Dies Aurorae (Antonio Alessandria). Quando un profumo diventa una poesia di Natale
Eh, si fa presto a dire Natale: compleanno per antonomasia, crocevia fondamentale per molte confessioni religiose, l’alfa e l’omega mistico di antichi riti pagani. Ma, in realtà, è un bel problema dissertare su questa festa ai nostri tempi, anche perché siamo d’accordo: ora, non è più come una volta.
Adesso è Natale tutto l’anno (oddio, che frase fatta, ma è crudamente vera); ci si scambia regali qualsiasi giorno del calendario, si mangiano le leccornie più prelibate ad ogni ora e… niente: non si attende né tantomeno si desidera più nulla con l’impaziente e ingenua brama di quando si era bambini. Eppure ci manca quella sottile euforia che iniziava l’8 di dicembre quando per tradizione si addobbava l’albero, o quel brivido lungo la schiena quando, con i nasi incollati alle vetrine, guardavamo i giochi che il caro Babbo Natale avrebbe trasportato qui per noi dai gelidi confini del Polo Nord (e nella testa ci frullava quell’ingenuo dubbio fanciullesco sul perché un uomo anziano, che abita così lontano, debba sforzarsi tutto solo a portare dei regali quando sarebbero lì, nei negozi, comodi da comprare).

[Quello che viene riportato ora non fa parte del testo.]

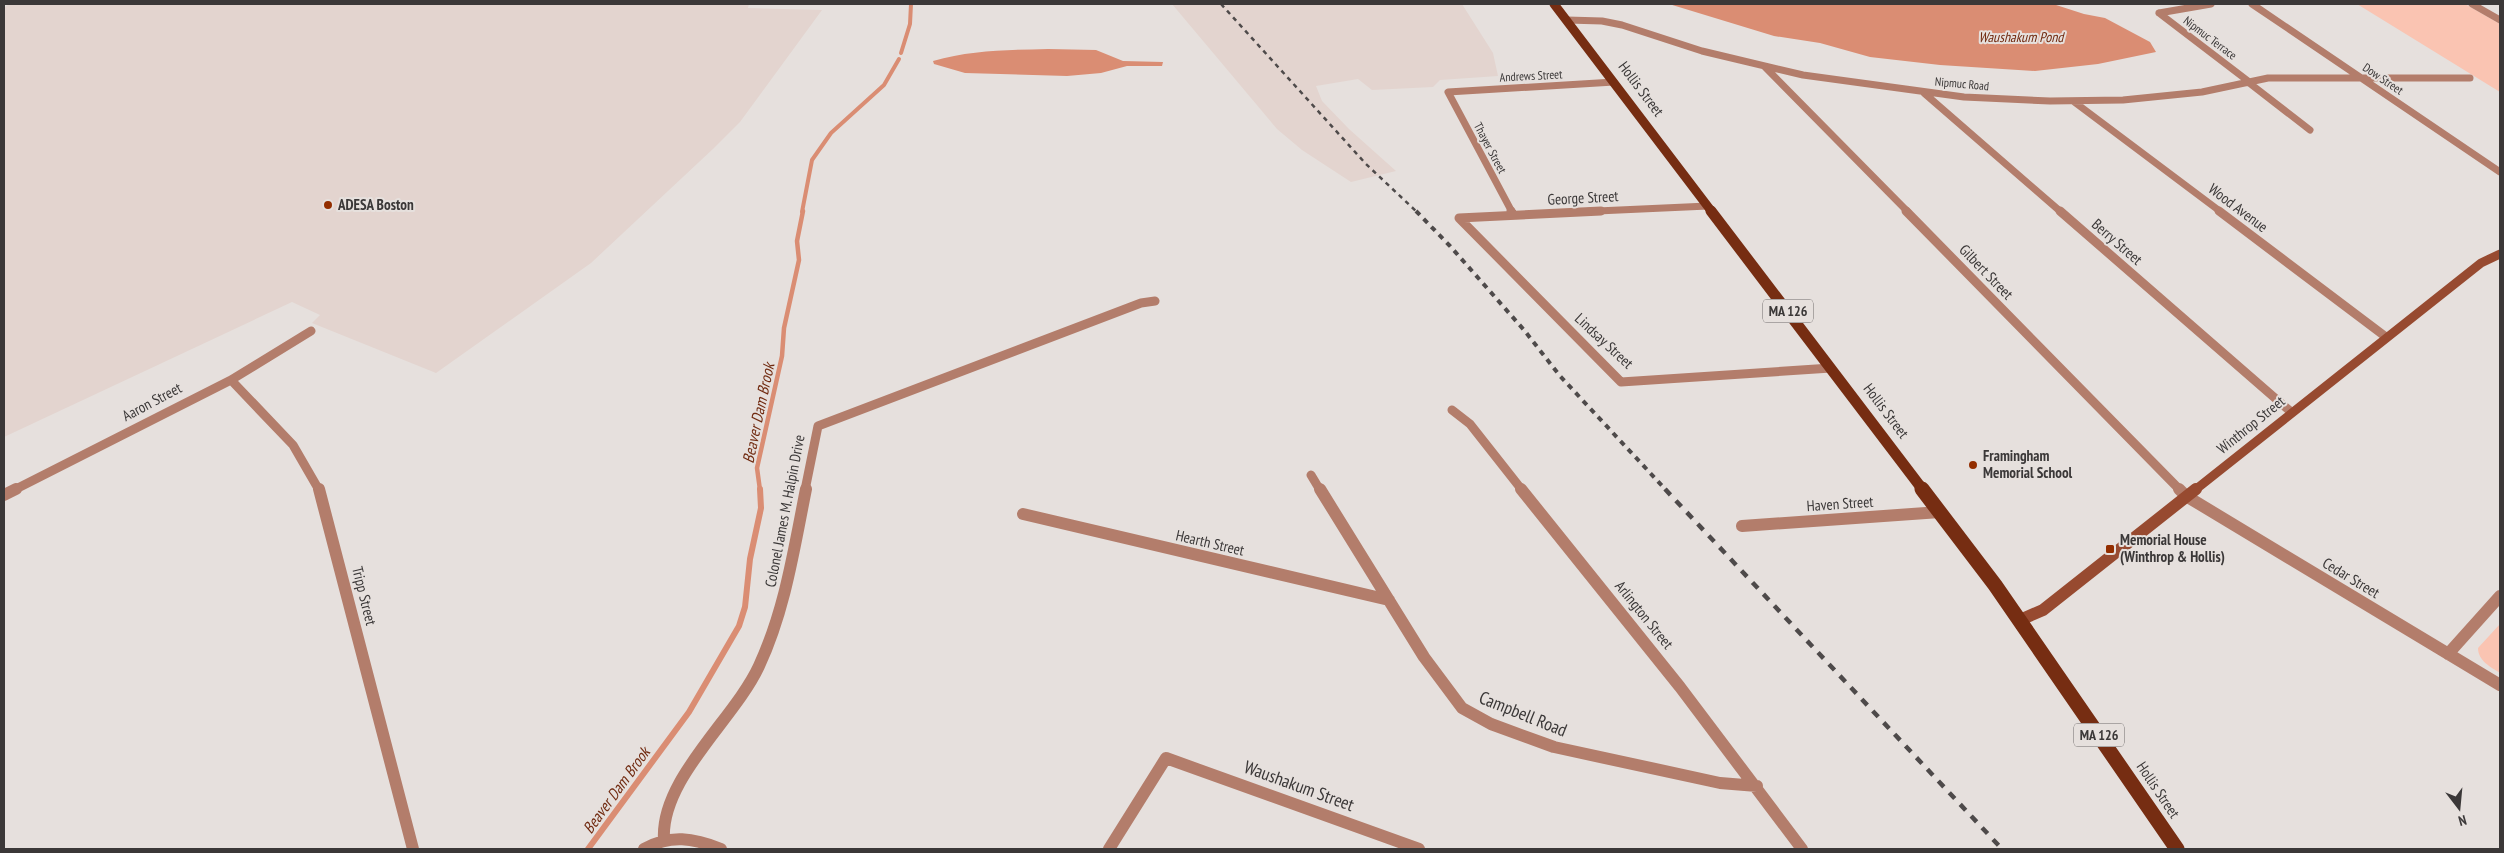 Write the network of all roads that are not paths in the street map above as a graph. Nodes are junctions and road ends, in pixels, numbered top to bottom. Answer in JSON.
{"nodes":[{"id":1,"x":1554,"y":4,"type":"edge"},
{"id":2,"x":2211,"y":4,"type":"edge"},
{"id":3,"x":2252,"y":4,"type":"edge"},
{"id":4,"x":2472,"y":4,"type":"edge"},
{"id":5,"x":1567,"y":20,"type":"junction"},
{"id":6,"x":2500,"y":20,"type":"edge"},
{"id":7,"x":1765,"y":67,"type":"junction"},
{"id":8,"x":2361,"y":77,"type":"junction"},
{"id":9,"x":2470,"y":78,"type":"dead end"},
{"id":10,"x":2248,"y":81,"type":"junction"},
{"id":11,"x":1614,"y":82,"type":"junction"},
{"id":12,"x":1448,"y":92,"type":"joint"},
{"id":13,"x":1924,"y":92,"type":"junction"},
{"id":14,"x":2073,"y":101,"type":"junction"},
{"id":15,"x":2310,"y":130,"type":"dead end"},
{"id":16,"x":2500,"y":172,"type":"edge"},
{"id":17,"x":1708,"y":206,"type":"junction"},
{"id":18,"x":1513,"y":215,"type":"junction"},
{"id":19,"x":1459,"y":218,"type":"joint"},
{"id":20,"x":2500,"y":254,"type":"edge"},
{"id":21,"x":1155,"y":301,"type":"dead end"},
{"id":22,"x":311,"y":331,"type":"dead end"},
{"id":23,"x":2386,"y":337,"type":"junction"},
{"id":24,"x":1831,"y":368,"type":"junction"},
{"id":25,"x":231,"y":380,"type":"junction"},
{"id":26,"x":1452,"y":410,"type":"dead end"},
{"id":27,"x":2291,"y":412,"type":"junction"},
{"id":28,"x":1311,"y":475,"type":"dead end"},
{"id":29,"x":4,"y":495,"type":"edge"},
{"id":30,"x":2186,"y":496,"type":"junction"},
{"id":31,"x":1940,"y":512,"type":"junction"},
{"id":32,"x":1023,"y":514,"type":"dead end"},
{"id":33,"x":1742,"y":526,"type":"dead end"},
{"id":34,"x":2500,"y":596,"type":"edge"},
{"id":35,"x":1389,"y":600,"type":"junction"},
{"id":36,"x":2020,"y":620,"type":"junction"},
{"id":37,"x":2448,"y":654,"type":"junction"},
{"id":38,"x":2500,"y":685,"type":"edge"},
{"id":39,"x":1757,"y":786,"type":"junction"},
{"id":40,"x":664,"y":840,"type":"junction"},
{"id":41,"x":413,"y":849,"type":"edge"},
{"id":42,"x":644,"y":849,"type":"edge"},
{"id":43,"x":721,"y":849,"type":"edge"},
{"id":44,"x":1109,"y":849,"type":"edge"},
{"id":45,"x":1419,"y":849,"type":"edge"},
{"id":46,"x":1802,"y":849,"type":"edge"},
{"id":47,"x":2177,"y":849,"type":"edge"}],
"edges":[{"from":1,"to":5,"type":"main road","name":"Hollis Street","number":"MA 126"},
{"from":2,"to":10,"type":"street","name":"Nipmuc Terrace"},
{"from":3,"to":8,"type":"street","name":"Dow Street"},
{"from":4,"to":6,"type":"street"},
{"from":5,"to":7,"type":"street","name":"Nipmuc Road"},
{"from":5,"to":11,"type":"main road","name":"Hollis Street","number":"MA 126"},
{"from":7,"to":13,"type":"street","name":"Nipmuc Road"},
{"from":7,"to":30,"type":"street","name":"Gilbert Street"},
{"from":8,"to":9,"type":"street","name":"Nipmuc Road"},
{"from":8,"to":10,"type":"street","name":"Nipmuc Road"},
{"from":8,"to":16,"type":"street","name":"Dow Street"},
{"from":10,"to":14,"type":"street","name":"Nipmuc Road"},
{"from":10,"to":15,"type":"street","name":"Nipmuc Terrace"},
{"from":11,"to":12,"type":"street","name":"Andrews Street"},
{"from":11,"to":17,"type":"main road","name":"Hollis Street","number":"MA 126"},
{"from":12,"to":18,"type":"street","name":"Thayer Street"},
{"from":13,"to":14,"type":"street","name":"Nipmuc Road"},
{"from":13,"to":27,"type":"street","name":"Berry Street"},
{"from":14,"to":23,"type":"street","name":"Wood Avenue"},
{"from":17,"to":18,"type":"street","name":"George Street"},
{"from":17,"to":24,"type":"main road","name":"Hollis Street","number":"MA 126"},
{"from":18,"to":19,"type":"street","name":"George Street"},
{"from":19,"to":24,"type":"street","name":"Lindsay Street"},
{"from":20,"to":23,"type":"street","name":"Winthrop Street"},
{"from":21,"to":40,"type":"street","name":"Colonel James M. Halpin Drive"},
{"from":22,"to":25,"type":"street","name":"Aaron Street"},
{"from":23,"to":27,"type":"street","name":"Winthrop Street"},
{"from":24,"to":31,"type":"main road","name":"Hollis Street","number":"MA 126"},
{"from":25,"to":29,"type":"street","name":"Aaron Street"},
{"from":25,"to":41,"type":"street","name":"Tripp Street"},
{"from":26,"to":39,"type":"street","name":"Arlington Street"},
{"from":27,"to":30,"type":"street","name":"Winthrop Street"},
{"from":28,"to":35,"type":"street","name":"Campbell Road"},
{"from":30,"to":36,"type":"street","name":"Winthrop Street"},
{"from":30,"to":37,"type":"street","name":"Cedar Street"},
{"from":31,"to":33,"type":"street","name":"Haven Street"},
{"from":31,"to":36,"type":"main road","name":"Hollis Street","number":"MA 126"},
{"from":32,"to":35,"type":"street","name":"Hearth Street"},
{"from":34,"to":37,"type":"street"},
{"from":35,"to":39,"type":"street","name":"Campbell Road"},
{"from":36,"to":47,"type":"main road","name":"Hollis Street","number":"MA 126"},
{"from":37,"to":38,"type":"street","name":"Cedar Street"},
{"from":39,"to":46,"type":"street","name":"Arlington Street"},
{"from":40,"to":42,"type":"street"},
{"from":40,"to":43,"type":"street"},
{"from":44,"to":45,"type":"street","name":"Waushakum Street"}]} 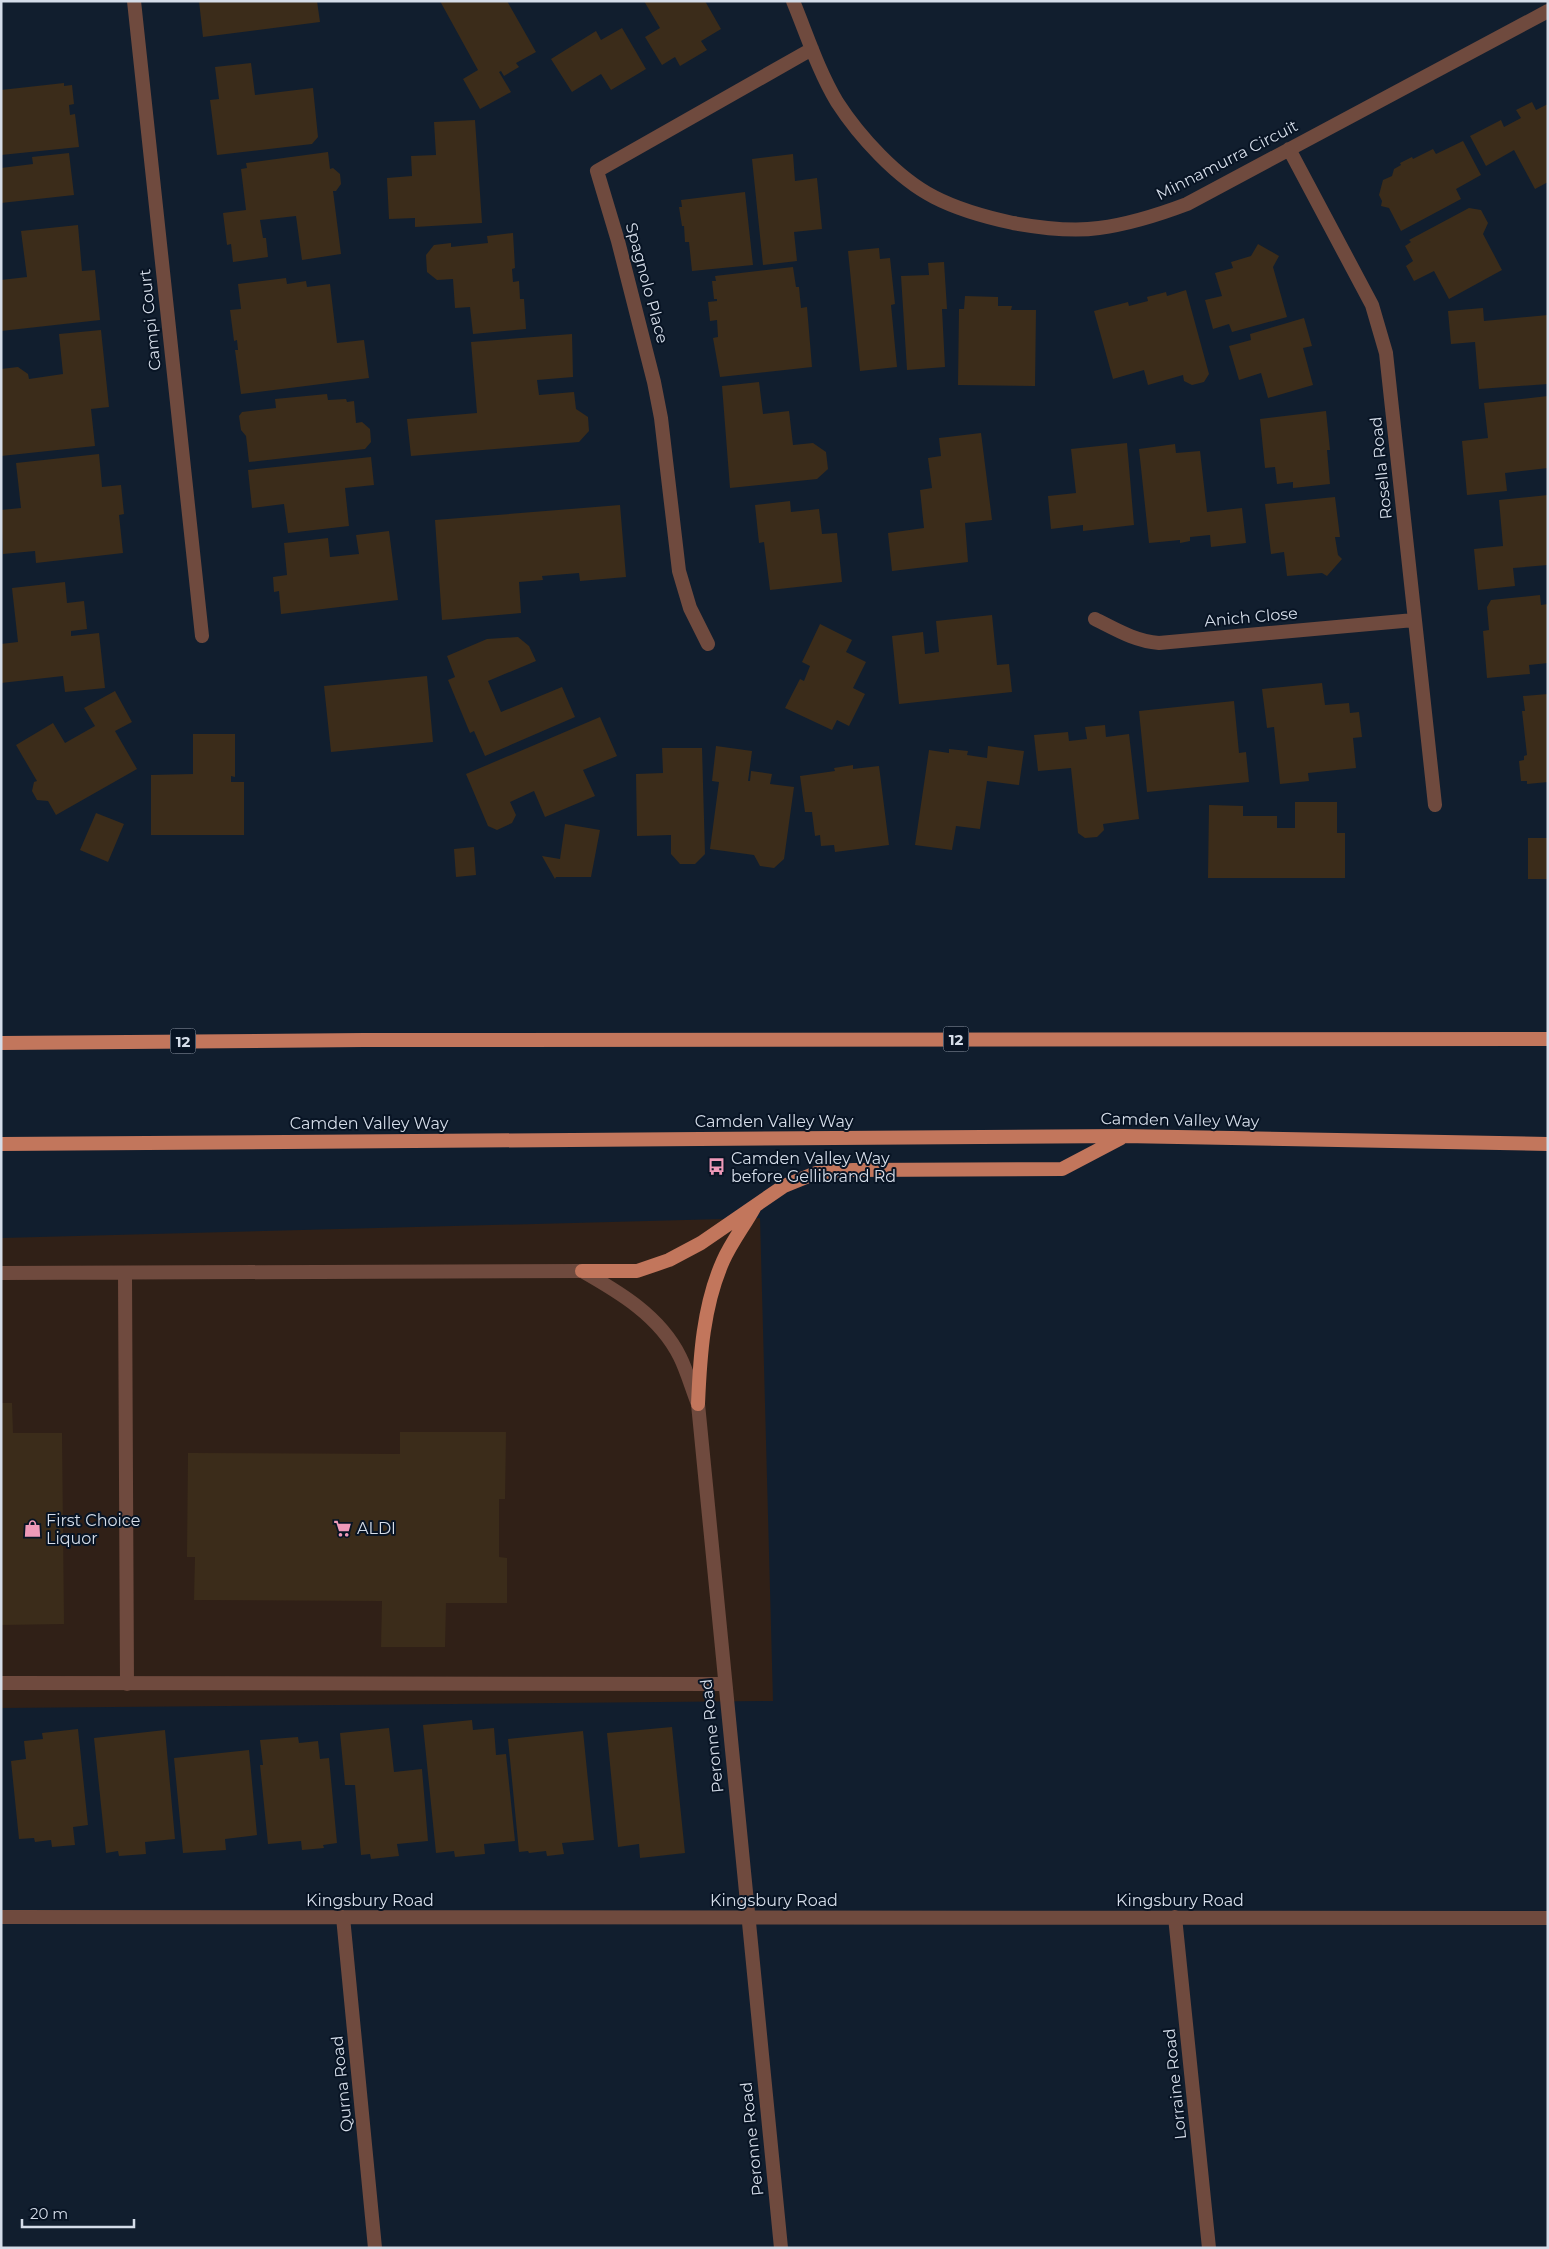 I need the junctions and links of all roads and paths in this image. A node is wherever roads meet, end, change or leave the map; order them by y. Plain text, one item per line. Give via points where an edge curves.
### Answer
1 (134, 1) edge
2 (793, 1) edge
3 (1548, 11) edge
4 (812, 49) junction
5 (1289, 150) junction
6 (1095, 619) dead end
7 (1414, 620) junction
8 (202, 636) dead end
9 (708, 644) dead end
10 (1435, 805) dead end
11 (1548, 1039) edge
12 (1, 1043) edge
13 (1124, 1136) junction
14 (1, 1144) edge
15 (1548, 1144) edge
16 (757, 1204) junction
17 (582, 1271) junction
18 (1, 1272) edge
19 (125, 1274) junction
20 (698, 1404) junction
21 (1, 1683) edge
22 (128, 1684) junction
23 (724, 1684) junction
24 (1, 1917) edge
25 (343, 1917) junction
26 (1175, 1917) junction
27 (748, 1918) junction
28 (1548, 1918) edge
29 (375, 2248) edge
30 (781, 2248) edge
31 (1209, 2248) edge

1 - 8 street, Campi Court
2 - 4 street, Minnamurra Circuit
3 - 5 street, Minnamurra Circuit
4 - 5 street, Minnamurra Circuit via 825,79 849,118 890,164 932,196 954,206 1036,228 1099,228 1138,221 1187,204
4 - 9 street, Spagnolo Place via 597,171 654,382 683,590
5 - 7 street, Rosella Road via 1372,305 1386,353
6 - 7 street, Anich Close via 1127,636 1159,643
7 - 10 street, Rosella Road
11 - 12 main road, 12
13 - 14 main road, Camden Valley Way
13 - 15 main road, Camden Valley Way
13 - 16 main road via 1062,1169 816,1173 784,1186
16 - 17 main road via 701,1243 669,1260 637,1271
16 - 20 main road via 723,1261 712,1295 701,1343
17 - 19 street
17 - 20 street, Peronne Road via 614,1289 657,1322 680,1356
18 - 19 street
19 - 22 street
20 - 23 street, Peronne Road
21 - 22 street
22 - 23 street
23 - 27 street, Peronne Road
24 - 25 street, Kingsbury Road
25 - 27 street, Kingsbury Road
25 - 29 street, Qurna Road
26 - 27 street, Kingsbury Road
26 - 28 street, Kingsbury Road
26 - 31 street, Lorraine Road
27 - 30 street, Peronne Road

E poi i preparativi del menú del 25 Dicembre che le donne della famiglia progettavano con tre settimane d’anticipo. E le romanzine dei nonni con cui ci intimavano di comportarci bene o avremmo ricevuto solo un pugno di carbone… Uuhh, che paura!! E che nostalgia quei racconti sul presepe e le favole nordiche, ma più di tutto le poesie natalizie da imparare a memoria o anche solo da leggersi seduti, con il mento sul palmo della mano, vicino al camino. Qualcuno avrà forse avuto anche la fortuna di avere un nonno dalla voce arrochita, profonda e rassicurante, dalle cui labbra pendere come stelle di cartapesta, ascoltando i versi di Pascoli e di tanti altri grandi poeti italiani.
Sparito. Questo magico scenario un po’ vintage è stato strappato dall’era digitale e dall’e-commerce, dalle app e dalle serie televisive. Gli alberi di Natale sono ora in fibre ottiche e i regali sono consegnati dai corrieri; il menù si decide il giorno prima, tanto c’è un’infinità di gastronomia pronta; i nonni e i loro rimbrotti non incutono più timore e poi, chi si fermerebbe più, oggi, ad ascoltare una poesia di Natale?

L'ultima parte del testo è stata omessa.